The full set of lines below has to be duplicated exactly, with no picture kept.
>>>>
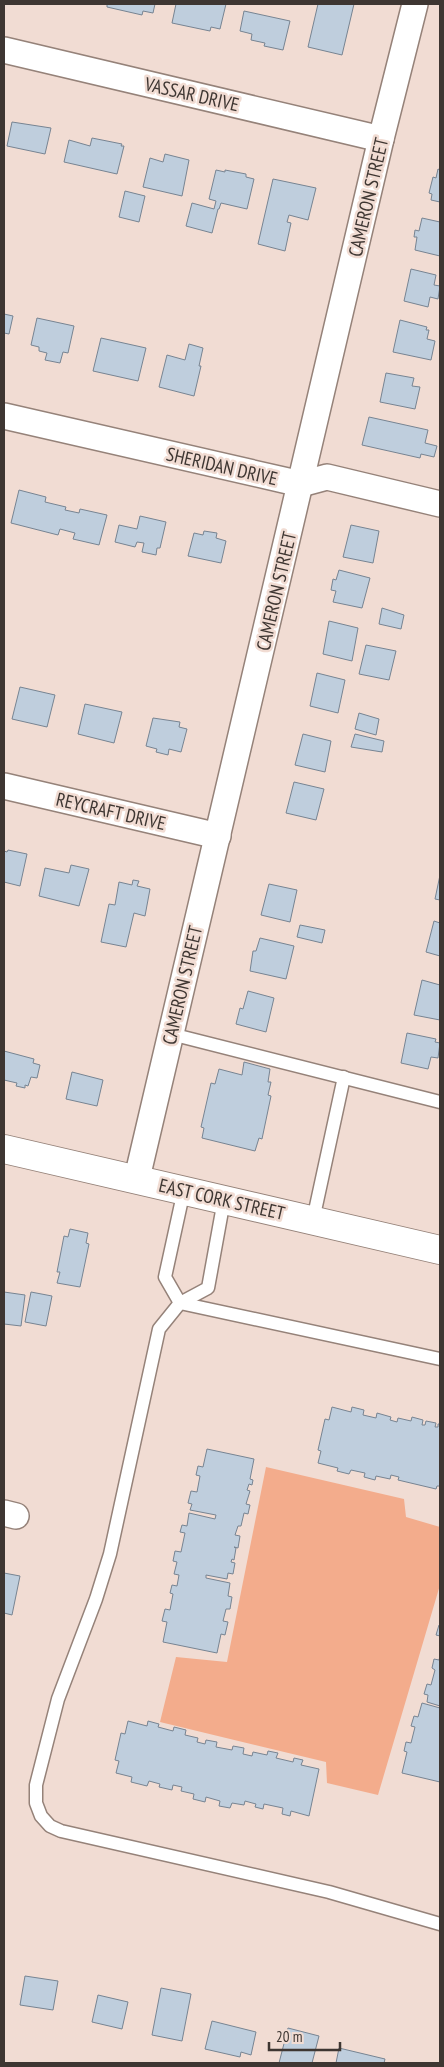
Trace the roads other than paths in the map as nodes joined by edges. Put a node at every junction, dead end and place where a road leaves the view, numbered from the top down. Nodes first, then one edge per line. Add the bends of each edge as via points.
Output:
1 (415, 4) edge
2 (4, 50) edge
3 (381, 139) junction
4 (4, 416) edge
5 (301, 484) junction
6 (440, 504) edge
7 (4, 786) edge
8 (218, 836) junction
9 (171, 1034) junction
10 (344, 1077) junction
11 (440, 1102) edge
12 (4, 1149) edge
13 (136, 1178) junction
14 (184, 1190) junction
15 (224, 1200) junction
16 (313, 1220) junction
17 (440, 1250) edge
18 (180, 1303) junction
19 (440, 1359) edge
20 (440, 1924) edge

1 - 3 street, CAMERON STREET
2 - 3 street, VASSAR DRIVE
3 - 5 street, CAMERON STREET
4 - 5 street, SHERIDAN DRIVE
5 - 6 street, SHERIDAN DRIVE via 327,477
5 - 8 street, CAMERON STREET
7 - 8 street, REYCRAFT DRIVE
8 - 9 street, CAMERON STREET
9 - 10 lane
9 - 13 street, CAMERON STREET
10 - 11 lane
10 - 16 lane
12 - 13 street, EAST CORK STREET
13 - 14 street, EAST CORK STREET
14 - 15 street, EAST CORK STREET
14 - 18 lane via 165,1277
15 - 16 street, EAST CORK STREET
15 - 18 lane via 208,1288
16 - 17 street, EAST CORK STREET
18 - 19 lane
18 - 20 lane via 159,1329 110,1554 58,1700 36,1785 36,1803 41,1816 50,1826 61,1831 328,1892

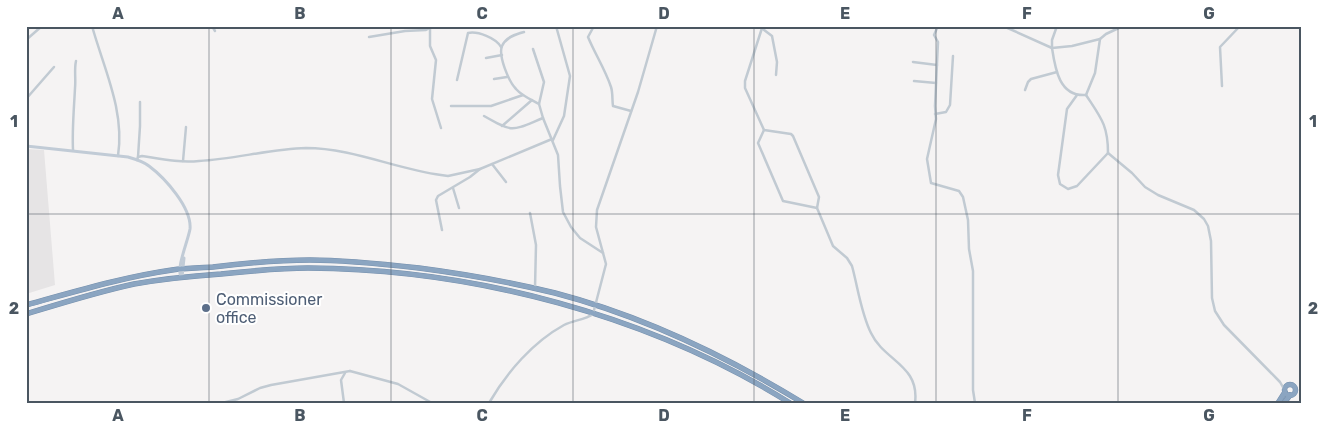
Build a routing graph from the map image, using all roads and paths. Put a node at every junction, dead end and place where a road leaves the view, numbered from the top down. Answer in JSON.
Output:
<<<<
Answer box |
Trace the roads other than paths in the map as nodes joined by edges. Put a node at every junction, dead end and place where a road leaves the view, numbered from the top down. Nodes first, then one edge per line. Add the bends of each edge as via points.
Output:
1 (415, 4) edge
2 (4, 50) edge
3 (381, 139) junction
4 (4, 416) edge
5 (301, 484) junction
6 (440, 504) edge
7 (4, 786) edge
8 (218, 836) junction
9 (171, 1034) junction
10 (344, 1077) junction
11 (440, 1102) edge
12 (4, 1149) edge
13 (136, 1178) junction
14 (184, 1190) junction
15 (224, 1200) junction
16 (313, 1220) junction
17 (440, 1250) edge
18 (180, 1303) junction
19 (440, 1359) edge
20 (440, 1924) edge

1 - 3 street, CAMERON STREET
2 - 3 street, VASSAR DRIVE
3 - 5 street, CAMERON STREET
4 - 5 street, SHERIDAN DRIVE
5 - 6 street, SHERIDAN DRIVE via 327,477
5 - 8 street, CAMERON STREET
7 - 8 street, REYCRAFT DRIVE
8 - 9 street, CAMERON STREET
9 - 10 lane
9 - 13 street, CAMERON STREET
10 - 11 lane
10 - 16 lane
12 - 13 street, EAST CORK STREET
13 - 14 street, EAST CORK STREET
14 - 15 street, EAST CORK STREET
14 - 18 lane via 165,1277
15 - 16 street, EAST CORK STREET
15 - 18 lane via 208,1288
16 - 17 street, EAST CORK STREET
18 - 19 lane
18 - 20 lane via 159,1329 110,1554 58,1700 36,1785 36,1803 41,1816 50,1826 61,1831 328,1892

Build a routing graph from the map image, using all roads and paths. Put a node at every junction, dead end and place where a road leaves the view, numbered from the top down. Answer in JSON.
Output:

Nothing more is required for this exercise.